Which lines of the data below contain "order"? Please show them all.

[Stored data entries]
'''
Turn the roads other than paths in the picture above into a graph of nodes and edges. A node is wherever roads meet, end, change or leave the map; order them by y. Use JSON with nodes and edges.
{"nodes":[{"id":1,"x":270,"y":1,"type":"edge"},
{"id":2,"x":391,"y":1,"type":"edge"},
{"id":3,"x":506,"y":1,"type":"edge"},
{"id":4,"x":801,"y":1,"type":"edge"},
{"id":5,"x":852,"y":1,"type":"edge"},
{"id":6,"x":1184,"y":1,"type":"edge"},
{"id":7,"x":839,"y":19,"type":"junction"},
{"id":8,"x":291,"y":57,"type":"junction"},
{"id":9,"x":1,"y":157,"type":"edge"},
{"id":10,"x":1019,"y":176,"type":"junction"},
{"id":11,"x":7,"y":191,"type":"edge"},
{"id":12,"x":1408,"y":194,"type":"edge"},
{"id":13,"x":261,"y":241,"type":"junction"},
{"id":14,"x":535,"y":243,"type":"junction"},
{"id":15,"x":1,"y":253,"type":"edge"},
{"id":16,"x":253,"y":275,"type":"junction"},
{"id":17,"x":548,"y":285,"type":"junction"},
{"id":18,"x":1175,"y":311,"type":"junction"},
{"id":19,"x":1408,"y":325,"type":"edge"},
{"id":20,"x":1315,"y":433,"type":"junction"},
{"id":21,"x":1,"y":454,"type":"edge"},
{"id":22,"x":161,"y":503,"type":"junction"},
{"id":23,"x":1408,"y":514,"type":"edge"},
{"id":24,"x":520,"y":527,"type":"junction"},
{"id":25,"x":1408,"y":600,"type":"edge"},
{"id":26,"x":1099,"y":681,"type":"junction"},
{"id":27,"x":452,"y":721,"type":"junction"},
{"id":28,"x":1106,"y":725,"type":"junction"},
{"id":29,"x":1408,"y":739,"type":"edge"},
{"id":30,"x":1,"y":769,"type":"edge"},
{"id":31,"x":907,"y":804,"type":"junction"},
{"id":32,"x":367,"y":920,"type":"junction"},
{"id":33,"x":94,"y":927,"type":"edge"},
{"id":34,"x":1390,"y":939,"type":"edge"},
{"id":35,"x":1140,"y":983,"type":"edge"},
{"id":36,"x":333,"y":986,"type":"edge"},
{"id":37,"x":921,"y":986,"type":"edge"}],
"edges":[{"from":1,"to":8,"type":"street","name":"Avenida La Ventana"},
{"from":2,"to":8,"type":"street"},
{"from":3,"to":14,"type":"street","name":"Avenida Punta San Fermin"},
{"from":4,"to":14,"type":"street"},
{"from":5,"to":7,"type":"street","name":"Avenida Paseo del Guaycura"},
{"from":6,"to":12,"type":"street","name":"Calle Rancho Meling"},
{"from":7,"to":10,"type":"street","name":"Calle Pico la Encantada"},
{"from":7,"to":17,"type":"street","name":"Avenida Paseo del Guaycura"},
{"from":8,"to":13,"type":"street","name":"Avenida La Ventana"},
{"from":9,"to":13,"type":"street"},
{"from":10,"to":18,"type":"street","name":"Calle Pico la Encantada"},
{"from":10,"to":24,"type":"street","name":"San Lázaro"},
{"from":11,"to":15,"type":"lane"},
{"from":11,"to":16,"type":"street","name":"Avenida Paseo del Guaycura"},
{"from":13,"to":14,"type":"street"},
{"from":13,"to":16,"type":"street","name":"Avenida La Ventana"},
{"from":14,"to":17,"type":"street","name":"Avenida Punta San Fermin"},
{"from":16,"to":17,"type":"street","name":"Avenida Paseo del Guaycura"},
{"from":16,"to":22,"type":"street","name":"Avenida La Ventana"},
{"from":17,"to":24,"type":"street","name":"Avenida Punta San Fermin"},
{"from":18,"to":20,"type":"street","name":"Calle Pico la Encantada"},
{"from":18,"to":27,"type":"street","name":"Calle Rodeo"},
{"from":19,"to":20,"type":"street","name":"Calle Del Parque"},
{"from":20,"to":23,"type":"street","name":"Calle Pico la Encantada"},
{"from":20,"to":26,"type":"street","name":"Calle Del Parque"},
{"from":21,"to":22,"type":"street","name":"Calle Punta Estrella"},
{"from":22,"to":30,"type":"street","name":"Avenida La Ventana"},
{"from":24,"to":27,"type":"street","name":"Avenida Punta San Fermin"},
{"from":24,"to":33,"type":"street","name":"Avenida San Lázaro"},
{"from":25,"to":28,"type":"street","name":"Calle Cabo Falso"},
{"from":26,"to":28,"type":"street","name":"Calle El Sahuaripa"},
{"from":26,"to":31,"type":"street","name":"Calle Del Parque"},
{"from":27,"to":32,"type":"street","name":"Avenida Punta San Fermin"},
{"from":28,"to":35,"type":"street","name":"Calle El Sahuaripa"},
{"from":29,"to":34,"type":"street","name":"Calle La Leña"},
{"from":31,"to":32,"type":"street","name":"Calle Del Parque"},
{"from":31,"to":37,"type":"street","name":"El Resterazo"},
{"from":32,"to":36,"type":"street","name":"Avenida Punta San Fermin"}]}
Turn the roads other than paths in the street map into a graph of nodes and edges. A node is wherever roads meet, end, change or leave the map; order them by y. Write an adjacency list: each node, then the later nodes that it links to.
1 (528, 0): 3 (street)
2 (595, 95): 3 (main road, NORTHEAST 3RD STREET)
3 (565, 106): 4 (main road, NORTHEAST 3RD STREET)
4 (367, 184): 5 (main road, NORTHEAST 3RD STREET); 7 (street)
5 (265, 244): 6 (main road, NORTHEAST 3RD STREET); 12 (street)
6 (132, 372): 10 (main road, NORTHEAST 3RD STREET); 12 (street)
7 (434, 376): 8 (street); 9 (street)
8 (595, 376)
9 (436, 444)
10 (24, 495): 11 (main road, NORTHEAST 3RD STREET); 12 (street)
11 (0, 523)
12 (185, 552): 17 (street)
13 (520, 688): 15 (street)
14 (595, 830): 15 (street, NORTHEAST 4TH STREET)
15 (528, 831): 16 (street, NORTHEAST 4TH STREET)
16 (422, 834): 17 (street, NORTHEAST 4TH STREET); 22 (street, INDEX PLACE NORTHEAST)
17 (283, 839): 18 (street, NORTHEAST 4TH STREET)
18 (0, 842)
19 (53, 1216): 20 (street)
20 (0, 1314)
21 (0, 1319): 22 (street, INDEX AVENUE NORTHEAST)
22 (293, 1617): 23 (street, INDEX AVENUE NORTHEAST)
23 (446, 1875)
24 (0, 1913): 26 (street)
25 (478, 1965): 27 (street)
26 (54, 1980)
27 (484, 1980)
'''
Answer section:
Turn the roads other than paths in the picture above into a graph of nodes and edges. A node is wherever roads meet, end, change or leave the map; order them by y. Use JSON with nodes and edges.
Turn the roads other than paths in the street map into a graph of nodes and edges. A node is wherever roads meet, end, change or leave the map; order them by y. Write an adjacency list: each node, then the later nodes that it links to.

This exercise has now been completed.